Enable the use of PyTorch 'mps' device for inference on Apple Silicon

chris-hatton commented 1 year ago

The LLaMA.cpp project enables LLaMA inference on Apple Silicon devices by using CPU, but faster inference should be possible by supporting the M1/Pro/Max GPU onvanilla-llama, given that PyTorch is now M1 compatible using the 'mps' device.

I'm new to Python but my observations:

In both generation.py and model.py there are uses of the function.cuda() which can be replaced with

device = torch.device('cuda' if torch.cuda.is_available() else 'mps' if torch.backends.mps.is_available() else 'cpu')
...
.to(device)

When attempting to run example.py after this; it's the Accelerate framework which throws an error with: RuntimeError: "addmm_impl_cpu_" not implemented for 'Half' - something is trying to use cpu instead of mps.

I wonder if this is because the call into accelerate is load_checkpoint_and_dispatch with auto provided as the device map - is PyTorch preferring cpu over mps here for some reason. Edit: This

anentropic commented 1 year ago

  File "vanilla-llama/llama/model.py", line 99, in __init__
    ).cuda()
  File "vanilla-llama/lib/python3.10/site-packages/torch/cuda/__init__.py", line 239, in _lazy_init
    raise AssertionError("Torch not compiled with CUDA enabled")
AssertionError: Torch not compiled with CUDA enabled

anentropic commented 1 year ago

I tried getting past the OP issue (RuntimeError: "addmm_impl_cpu_" not implemented for 'Half') by passing device_map=None

found and fixed this issue https://github.com/huggingface/accelerate/pull/1297 along the way

accelerate docs say MPS backend will be used by default when available (apart from the caveat that their device map code doesn't support it yet) so I was hoping that would happen when device_map=None

But then I get this puzzling error:

vanilla-llama/llama/generation.py", line 121, in sample_top_p next_token = torch.multinomial(probs_sort, num_samples=1) NotImplementedError: Could not run 'aten::multinomial' with arguments from the 'Meta' backend. This could be because the operator doesn't exist for this backend, or was omitted during the selective/custom build process (if using custom build). If you are a Facebook employee using PyTorch on mobile, please visit https://fburl.com/ptmfixes for possible resolutions. 'aten::multinomial' is only available for these backends: [CPU, MPS, BackendSelect, Python, FuncTorchDynamicLayerBackMode, Functionalize, Named, Conjugate, Negative, ZeroTensor, ADInplaceOrView, AutogradOther, AutogradCPU, AutogradCUDA, AutogradHIP, AutogradXLA, AutogradMPS, AutogradIPU, AutogradXPU, AutogradHPU, AutogradVE, AutogradLazy, AutogradMeta, AutogradMTIA, AutogradPrivateUse1, AutogradPrivateUse2, AutogradPrivateUse3, AutogradNestedTensor, Tracer, AutocastCPU, AutocastCUDA, FuncTorchBatched, FuncTorchVmapMode, Batched, VmapMode, FuncTorchGradWrapper, PythonTLSSnapshot, FuncTorchDynamicLayerFrontMode, PythonDispatcher].
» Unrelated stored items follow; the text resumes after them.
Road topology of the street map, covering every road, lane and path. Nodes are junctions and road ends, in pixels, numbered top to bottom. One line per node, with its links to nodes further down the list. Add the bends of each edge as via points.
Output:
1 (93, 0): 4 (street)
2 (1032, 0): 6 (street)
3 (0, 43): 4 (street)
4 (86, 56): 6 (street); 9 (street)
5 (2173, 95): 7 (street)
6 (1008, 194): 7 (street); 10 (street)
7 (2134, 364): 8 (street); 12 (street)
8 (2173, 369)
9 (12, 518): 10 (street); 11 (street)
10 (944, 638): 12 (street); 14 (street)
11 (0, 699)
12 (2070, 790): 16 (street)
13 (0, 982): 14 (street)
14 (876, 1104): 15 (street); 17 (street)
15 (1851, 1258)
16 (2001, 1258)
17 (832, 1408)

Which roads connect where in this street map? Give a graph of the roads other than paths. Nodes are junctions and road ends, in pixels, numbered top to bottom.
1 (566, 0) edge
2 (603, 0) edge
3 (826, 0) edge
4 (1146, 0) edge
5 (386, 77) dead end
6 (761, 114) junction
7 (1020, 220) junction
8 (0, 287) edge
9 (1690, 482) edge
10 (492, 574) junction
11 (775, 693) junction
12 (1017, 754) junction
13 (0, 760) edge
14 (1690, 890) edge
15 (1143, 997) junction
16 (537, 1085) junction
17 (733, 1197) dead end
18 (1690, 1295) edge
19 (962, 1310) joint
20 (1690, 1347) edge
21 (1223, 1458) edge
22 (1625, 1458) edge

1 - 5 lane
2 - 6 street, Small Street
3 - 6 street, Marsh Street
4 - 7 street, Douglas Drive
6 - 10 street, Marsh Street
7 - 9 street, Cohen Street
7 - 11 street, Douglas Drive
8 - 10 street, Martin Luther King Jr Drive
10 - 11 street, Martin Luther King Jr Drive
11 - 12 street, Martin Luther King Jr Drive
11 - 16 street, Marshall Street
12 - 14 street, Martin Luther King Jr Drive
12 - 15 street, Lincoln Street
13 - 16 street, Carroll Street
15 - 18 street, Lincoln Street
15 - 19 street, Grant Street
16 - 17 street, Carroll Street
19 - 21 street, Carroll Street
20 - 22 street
I couldn't find much by googling for this, not helped by the fact that PyTorch itself seems to be part of Meta (Facebook) now

There is this https://pytorch.org/docs/stable/generated/torch.Tensor.is_meta.html and https://pytorch.org/torchdistx/latest/fake_tensor.html

Fake tensors, similar to meta tensors, carry no data; however, unlike meta tensors which report meta as their device, fake tensors act as if they were allocated on a real device.

Not sure why we are on the meta device in this line of code?

It sounds like maybe device_map=None has left us without a device

Adding an explicit device map in LLaMAInference like:

        device = torch.device("cpu")
        if torch.has_cuda:
            device = torch.device("cuda")
        elif torch.has_mps:
            device = torch.device('mps')

        if device_map is None:
            modules = (
                "transformer",
                "tok_embeddings",
                "layers",
                "norm",
                "output",
            )
            device_map = {module: device for module in modules}

...this gets further!

Now I get this error:

vanilla-llama/llama/model.py", line 62, in apply_rotary_emb
    xq_ = torch.view_as_complex(xq.float().reshape(*xq.shape[:-1], -1, 2))
NotImplementedError: The operator 'aten::view_as_complex' is not currently implemented for the MPS device. If you want this op to be added in priority during the prototype phase of this feature, please comment on https://github.com/pytorch/pytorch/issues/77764. As a temporary fix, you can set the environment variable `PYTORCH_ENABLE_MPS_FALLBACK=1` to use the CPU as a fallback for this op. WARNING: this will be slower than running natively on MPS.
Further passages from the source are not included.